SuperFifty (SF) protects leaves from damage, caused by oxidative stress. Plants on the left are treated with paraquat (PQ), a herbicide that elevates the endogenous levels of ROS and triggers cell death(15 µMforArabidopsisand25 µMfortomatoandpepper) and have clearly visible lesions. Plants on the right were pre-treated with 1% aqueous solution of SF, followed by the same treatment with PQ. Control plants, sprayed only with water (H2O) or only with 1% SF, show no signs of effect (pictures not shown).

Increased Crop Yield

SuperFifty Prime technology has broad implications. Even in well-managed agricultural production systems, crops rarely reach their genetic growth potential and typically only reach 70-75% of their maximum.

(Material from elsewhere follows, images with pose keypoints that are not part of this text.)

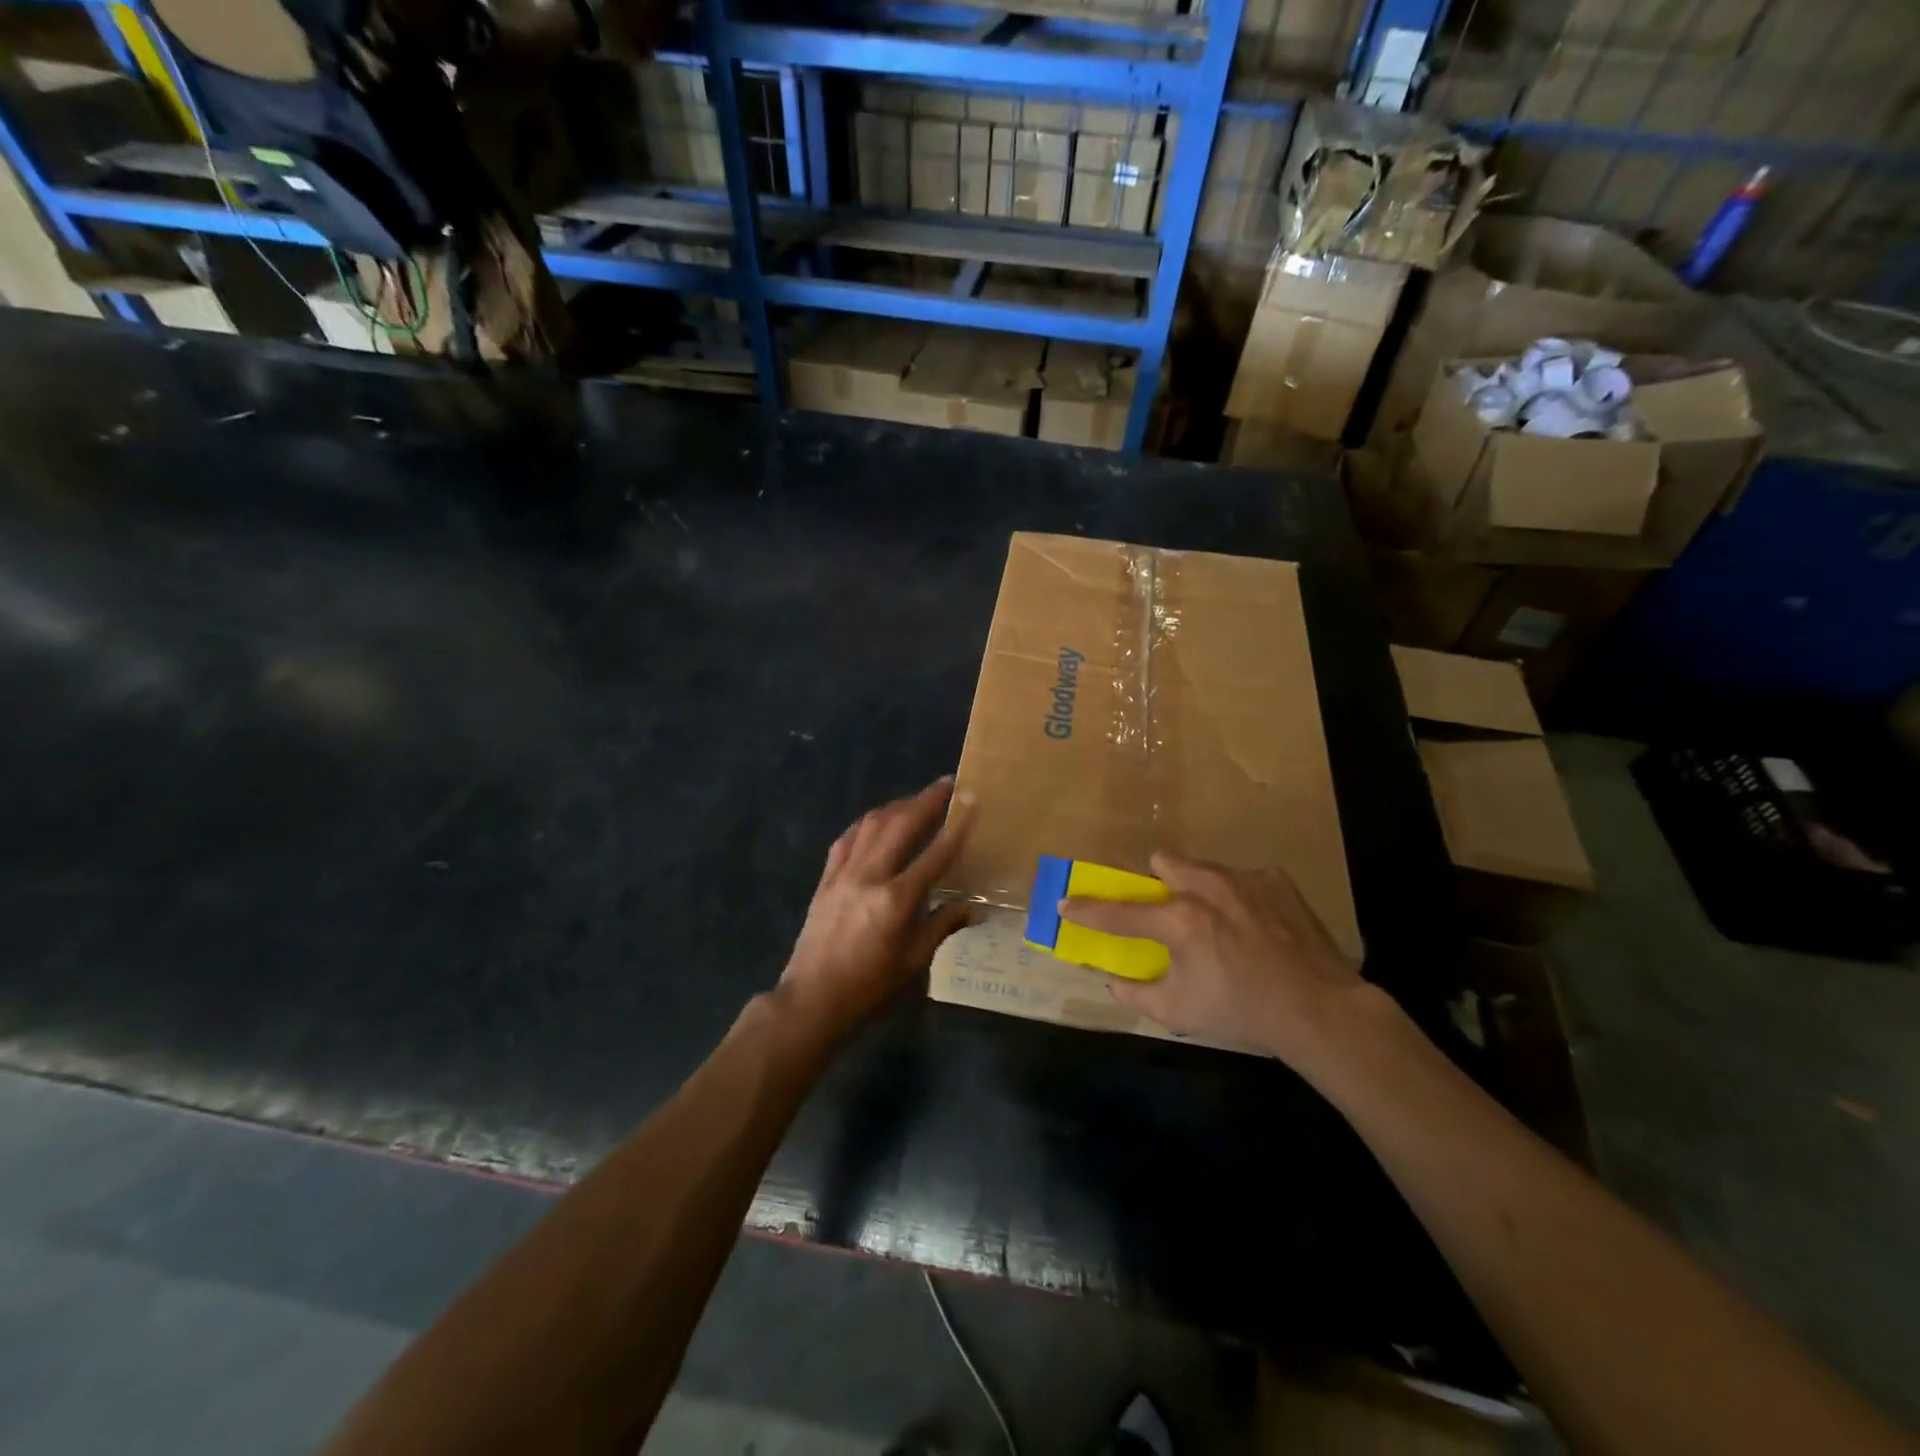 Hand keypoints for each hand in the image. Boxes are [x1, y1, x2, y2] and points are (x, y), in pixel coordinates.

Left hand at [779, 778, 976, 1035]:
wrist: (812, 1000)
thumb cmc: (870, 988)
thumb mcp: (914, 961)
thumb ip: (942, 925)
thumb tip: (974, 908)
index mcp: (896, 900)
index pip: (935, 854)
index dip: (957, 827)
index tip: (972, 801)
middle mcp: (869, 876)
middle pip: (901, 825)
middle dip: (926, 800)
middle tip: (947, 784)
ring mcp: (843, 874)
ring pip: (871, 824)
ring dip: (897, 806)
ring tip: (916, 800)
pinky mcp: (825, 879)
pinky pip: (847, 839)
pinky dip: (865, 824)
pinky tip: (876, 822)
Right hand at [1060, 853, 1369, 1068]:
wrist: (1320, 1009)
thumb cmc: (1243, 1012)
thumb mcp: (1179, 1012)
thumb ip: (1136, 992)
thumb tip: (1113, 980)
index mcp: (1180, 921)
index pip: (1120, 912)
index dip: (1088, 910)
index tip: (1066, 903)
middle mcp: (1208, 888)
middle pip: (1164, 861)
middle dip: (1157, 881)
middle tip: (1167, 911)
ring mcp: (1245, 880)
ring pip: (1204, 867)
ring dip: (1197, 887)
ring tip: (1217, 920)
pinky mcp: (1276, 881)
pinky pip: (1242, 879)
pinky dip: (1238, 898)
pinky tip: (1255, 926)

Treatment with SuperFifty Prime under field conditions across five different crops (tomato, rice, onion, pineapple and wheat) increased yield by 14%. This translates to an increased Return On Sustainable Investmentment (ROSI) for the crop grower.

Climate smart technology

The study demonstrates that SuperFifty Prime technology may be used as a tool to prevent crop yield losses by priming plants to be tolerant to oxidative stress. As such, this product can play a key role in efforts by crop growers to mitigate against the effects of climate change and improve sustainable agricultural practices. SuperFifty®Prime is a natural and sustainable molecular priming technology.

EU Research Project: “RESIST”

The research was conducted as part of the EU “RESIST” Horizon 2020 project (GA No 823746), a Marie Skłodowska-Curie Research and Innovation Staff Exchange program, focused on the identification of genetic determinants of desiccation tolerance and how Super Fifty-based stress mitigation technologies can be used effectively to improve crop yield and performance

RESIST is a collaboration between BioAtlantis Ltd., Center of Plant Systems Biology and Biotechnology; CPSBB (Bulgaria), the Max Planck Institute of Molecular Plant Physiology (Germany), University of Potsdam (Germany), Ben-Gurion University of the Negev (Israel) and the University of Cape Town (South Africa).

Full citation: Staykov, N.S., Angelov, M., Petrov, V., Minkov, P., Kanojia, A., Guinan, K.J., Alseekh, S., Fernie, A.R., Sujeeth, N. and Gechev, T.S., 2021. An Ascophyllum nodosum-derived biostimulant protects model and crop plants from oxidative stress. Metabolites11(1), p.24.